製品に直接必要な材料や部品であればどの製品に紐付くかは明らかです。これが「直接材料費」です。直接材料費以外にも、例えばイスの製造に紙やすりや接着剤を使っていれば、これらは「間接材料費」になります。

 労務費についてはどうでしょうか。製品の製造に直接携わっている作業員の賃金は「直接労務費」です。一方で、製造機械の保守作業など製品の製造に直接携わっていない作業員の賃金は「間接労務費」です。

 材料費と労務費以外にも経費がかかります。これも「直接経費」と「間接経費」に分けられます。例えば、あるイスの製造工程で一部の加工を外注しなければならない場合があります。そのような外注加工費は製品に紐付けできますから「直接経費」になります。一方で、製造部門の通信費・交通費・交際費、水道光熱費、さらには不動産賃借料や減価償却費などは「間接経費」になります。

 直接費はどれも直接製品に紐付けできますが、間接費は何らかの形で各製品に配分しなければなりません。これを会計用語で「配賦」と言います。

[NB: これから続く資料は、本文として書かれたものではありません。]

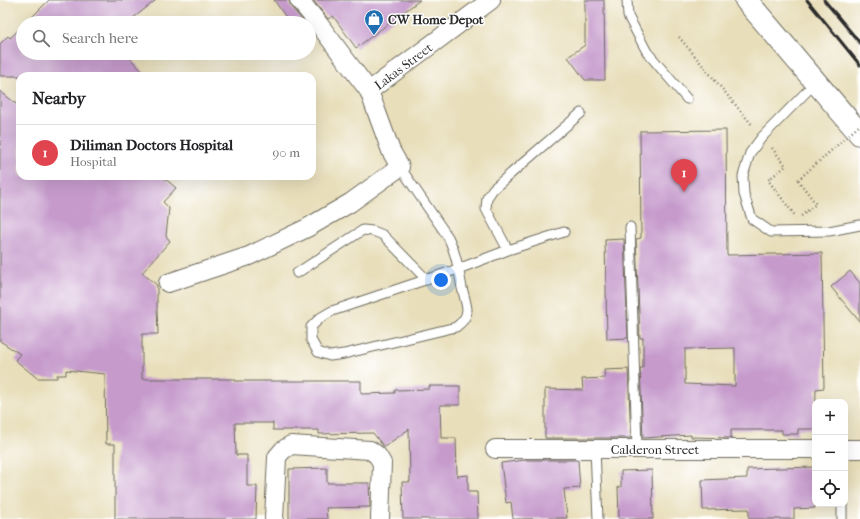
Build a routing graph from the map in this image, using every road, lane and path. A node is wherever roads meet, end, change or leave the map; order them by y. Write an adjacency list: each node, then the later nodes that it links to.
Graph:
1 (299, 0): 5 (street, Lakas Street)
2 (491, 0): 9 (street, Lakas Street)
3 (627, 0): 10 (lane)
4 (746, 0): 8 (main road)
5 (312, 16)
6 (316, 20): 9 (street, Lakas Street)
7 (679, 37): 14 (path)
8 (816, 82): 13 (main road); 14 (lane)
9 (369, 91): 15 (street)
10 (687, 99)
11 (581, 113): 19 (lane)
12 (860, 125): 14 (path, bridge)
13 (860, 134)
14 (762, 137): 16 (lane)
15 (400, 167): 20 (lane); 23 (street)
16 (860, 225)
17 (630, 228): 25 (lane)
18 (564, 232): 19 (lane)
19 (508, 250): 20 (lane)
20 (458, 269): 22 (lane); 22 (lane)
21 (297, 273): 22 (lane)
22 (427, 280)
23 (168, 283)
24 (495, 449): 29 (street, Calderon Street)
25 (638, 449): 26 (street, Calderon Street); 29 (street, Calderon Street)
26 (812, 449)
27 (848, 449): 28 (street)
28 (860, 449)
29 (595, 450): 33 (lane)
30 (842, 507): 34 (lane)
31 (274, 519): 32 (street)
32 (380, 519)
33 (598, 519)
34 (842, 519)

 原価計算は売上原価をできるだけ正確に集計するためにあるのですから、配賦するにしても、売り上げた製品と関連を保っていると言える合理的な方法で配賦する必要があります。しかし、それぞれの間接費がある製品を製造するためにどれだけ使われたかを正確に測定する方法はありません。

 そこで、例えば一つの方法として、各製品の製造にかかった時間の比率で配分するという方法がとられるのです。直接費は直接各製品の原価に紐付け、間接費は配賦という形で各製品の原価に紐付けていきます。これが「製品別原価計算」の具体的な方法論です。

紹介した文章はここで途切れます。